[Data for this task]
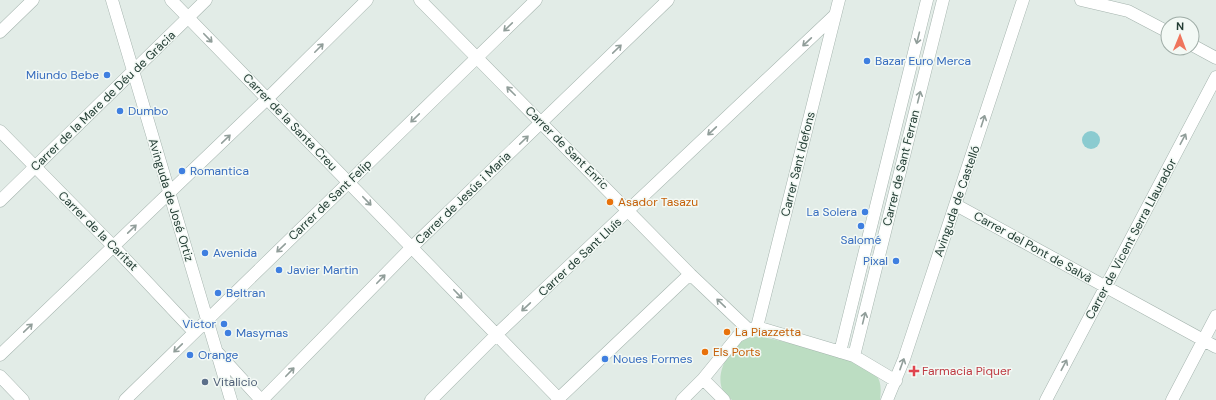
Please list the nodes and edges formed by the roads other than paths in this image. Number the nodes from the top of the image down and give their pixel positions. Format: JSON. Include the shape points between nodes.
{"nodes":[{"id":1,"x":33,"y":0,"type":"edge"},
{"id":2,"x":112,"y":0,"type":"edge"},
{"id":3,"x":171,"y":0,"type":"edge"},
{"id":4,"x":206,"y":0,"type":"edge"},
{"id":5,"x":367,"y":0,"type":"edge"},
{"id":6,"x":420,"y":0,"type":"edge"},
{"id":7,"x":536,"y":0,"type":"edge"},
{"id":8,"x":668,"y":0,"type":"edge"},
{"id":9,"x":839,"y":0,"type":"edge"},
{"id":10,"x":927,"y":0,"type":"edge"},
{"id":11,"x":943,"y":0,"type":"edge"},
{"id":12,"x":1023,"y":0,"type":"edge"},
{"id":13,"x":1081,"y":0,"type":"edge"},
{"id":14,"x":1131,"y":5,"type":"edge"},
{"id":15,"x":835,"y":15,"type":"junction"},
{"id":16,"x":188,"y":18,"type":"junction"},
{"id":17,"x":1160,"y":26,"type":"edge"},
{"id":18,"x":0,"y":32,"type":"edge"},
{"id":19,"x":1200,"y":49,"type":"edge"},
{"id":20,"x":477,"y":57,"type":"junction"},
{"id":21,"x":1216,"y":58,"type":"edge"},
{"id":22,"x":133,"y":72,"type":"junction"},
{"id":23,"x":1216,"y":77,"type":"edge"},
{"id":24,"x":267,"y":99,"type":"junction"},
{"id":25,"x":542,"y":122,"type":"junction"},
{"id":26,"x":0,"y":132,"type":"edge"},
{"id":27,"x":34,"y":168,"type":"junction"},
{"id":28,"x":349,"y":182,"type":"junction"},
{"id":29,"x":169,"y":193,"type":"junction"},
{"id":30,"x":0,"y":201,"type":"edge"},
{"id":31,"x":956,"y":205,"type":"junction"},
{"id":32,"x":629,"y":210,"type":"junction"},
{"id":33,"x":114,"y":246,"type":"junction"},
{"id":34,"x":412,"y":247,"type":"junction"},
{"id":35,"x":690,"y":274,"type":"junction"},
{"id":36,"x":1106,"y":286,"type":"junction"},
{"id":37,"x":1216,"y":316,"type":"edge"},
{"id":38,"x":207,"y":320,"type":"junction"},
{"id":39,"x":753,"y":329,"type":"junction"},
{"id":40,"x":194,"y":332,"type":"junction"},
{"id":41,"x":845,"y":332,"type":"junction"},
{"id":42,"x":497,"y":334,"type":"junction"},
{"id":43,"x":859,"y":336,"type":"junction"},
{"id":44,"x":1204,"y":340,"type":"junction"},
{"id":45,"x":1216,"y":347,"type":"edge"},
{"id":46,"x":216,"y":351,"type":"junction"},
{"id":47,"x":840,"y":352,"type":"junction"},
{"id":48,"x":0,"y":355,"type":"edge"},
{"id":49,"x":854,"y":356,"type":"junction"},
{"id":50,"x":0,"y":376,"type":"edge"},
{"id":51,"x":703,"y":379,"type":"junction"},
{"id":52,"x":896,"y":381,"type":"junction"},
{"id":53,"x":23,"y":400,"type":"edge"},
{"id":54,"x":125,"y":400,"type":"edge"},
{"id":55,"x":231,"y":400,"type":"edge"},
{"id":56,"x":262,"y":400,"type":"edge"},
{"id":57,"x":431,"y":400,"type":"edge"},
{"id":58,"x":559,"y":400,"type":"edge"},
{"id":59,"x":682,"y":400,"type":"edge"},
{"id":60,"x":724,"y":400,"type":"edge"},
{"id":61,"x":887,"y":400,"type":"edge"},
{"id":62,"x":1046,"y":400,"type":"edge"},
{"id":63,"x":1172,"y":400,"type":"edge"}],
"edges":[{"from":1,"to":18,"type":"street"},
{"from":2,"to":22,"type":"street","name":"Avinguda de José Ortiz"},
{"from":3,"to":16,"type":"street","name":"Carrer de la Santa Creu"},
{"from":4,"to":16,"type":"street","name":"Carrer de la Mare de Déu de Gràcia"},
{"from":24,"to":5,"type":"street","one_way":true},
{"from":6,"to":20,"type":"street","name":"Carrer de Sant Enric"},
{"from":7,"to":20,"type":"street","name":"Carrer de Sant Felip","one_way":true},
{"from":25,"to":8,"type":"street","name":"Carrer de Jesús i Maria","one_way":true},
{"from":9,"to":15,"type":"street","name":"Carrer Sant Idefons"},
{"from":10,"to":41,"type":"street","name":"Carrer de Sant Ferran","one_way":true},
{"from":43,"to":11,"type":"street","name":"Carrer de Sant Ferran","one_way":true},
{"from":31,"to":12,"type":"street","name":"Avinguda de Castelló","one_way":true},
{"from":13,"to":14,"type":"street"},
{"from":14,"to":17,"type":"street"},
{"from":15,"to":32,"type":"street","name":"Carrer de Sant Lluís","one_way":true},
{"from":15,"to":39,"type":"street","name":"Carrer Sant Idefons"},
{"from":16,"to":22,"type":"street","name":"Carrer de la Mare de Déu de Gràcia"},
{"from":16,"to":24,"type":"street","name":"Carrer de la Santa Creu","one_way":true},
{"from":19,"to":21,"type":"street"},
{"from":25,"to":20,"type":"street","name":"Carrer de Sant Enric","one_way":true},
{"from":20,"to":28,"type":"street","name":"Carrer de Sant Felip","one_way":true},
{"from":22,"to":27,"type":"street","name":"Carrer de la Mare de Déu de Gràcia"},
{"from":22,"to":29,"type":"street","name":"Avinguda de José Ortiz"},
{"from":36,"to":23,"type":"street","name":"Carrer de Vicent Serra Llaurador","one_way":true},
{"from":24,"to":28,"type":"street","name":"Carrer de la Santa Creu"},
{"from":29,"to":24,"type":"street","one_way":true},
{"from":25,"to":32,"type":"street","name":"Carrer de Sant Enric"},
{"from":34,"to":25,"type":"street","name":"Carrer de Jesús i Maria","one_way":true},
{"from":26,"to":27,"type":"street","name":"Carrer de la Caritat"},
{"from":27,"to":30,"type":"street","name":"Carrer de la Mare de Déu de Gràcia"},
{"from":27,"to":33,"type":"street","name":"Carrer de la Caritat"},
{"from":28,"to":34,"type":"street","name":"Carrer de la Santa Creu","one_way":true},
{"from":28,"to":38,"type":"street","name":"Carrer de Sant Felip","one_way":true},
{"from":33,"to":29,"type":"street","one_way":true},
{"from":29,"to":38,"type":"street","name":"Avinguda de José Ortiz"},
{"from":31,"to":36,"type":"street","name":"Carrer del Pont de Salvà"},
{"from":52,"to":31,"type":"street","name":"Avinguda de Castelló","one_way":true},
{"from":32,"to":35,"type":"street","name":"Carrer de Sant Enric"},
{"from":32,"to":42,"type":"street","name":"Carrer de Sant Lluís","one_way":true},
{"from":33,"to":40,"type":"street","name":"Carrer de la Caritat"},
{"from":48,"to":33,"type":"street","one_way":true},
{"from":34,"to":42,"type":"street","name":"Carrer de la Santa Creu","one_way":true},
{"from":56,"to":34,"type":"street","name":"Carrer de Jesús i Maria","one_way":true},
{"from":39,"to":35,"type":"street","name":"Carrer de Sant Enric","one_way":true},
{"from":35,"to":58,"type":"street"},
{"from":36,"to":44,"type":"street","name":"Carrer del Pont de Salvà"},
{"from":62,"to":36,"type":"street","name":"Carrer de Vicent Serra Llaurador","one_way":true},
{"from":37,"to":44,"type":"street"},
{"from":38,"to":40,"type":"street","name":"Carrer de Sant Felip"},
{"from":38,"to":46,"type":"street","name":"Avinguda de José Ortiz"},
{"from":39,"to":47,"type":"street"},
{"from":39,"to":51,"type":"street","via":[[738,336]]},
{"from":40,"to":54,"type":"street","name":"Carrer de Sant Felip","one_way":true},
{"from":41,"to":43,"type":"street"},
{"from":41,"to":47,"type":"street","name":"Carrer de Sant Ferran"},
{"from":42,"to":57,"type":"street","name":"Carrer de Sant Lluís"},
{"from":42,"to":58,"type":"street","name":"Carrer de la Santa Creu"},
{"from":43,"to":49,"type":"street","name":"Carrer de Sant Ferran"},
{"from":44,"to":45,"type":"street","name":"Carrer del Pont de Salvà"},
{"from":44,"to":63,"type":"street"},
{"from":46,"to":55,"type":"street","name":"Avinguda de José Ortiz"},
{"from":46,"to":56,"type":"street"},
{"from":47,"to":49,"type":"street"},
{"from":49,"to":52,"type":"street"},
{"from":50,"to":53,"type":"street"},
{"from":51,"to":59,"type":"street"},
{"from":51,"to":60,"type":"street"},
{"from":52,"to":61,"type":"street","name":"Avinguda de Castelló"}]}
[/Data for this task]
Show every line in the records above that contains the word "nodes".

Please list the nodes and edges formed by the roads other than paths in this image. Number the nodes from the top of the image down and give their pixel positions. Format: JSON. Include the shape points between nodes.
{"nodes":[{"id":1,"x":33,"y":0,"type":"edge"},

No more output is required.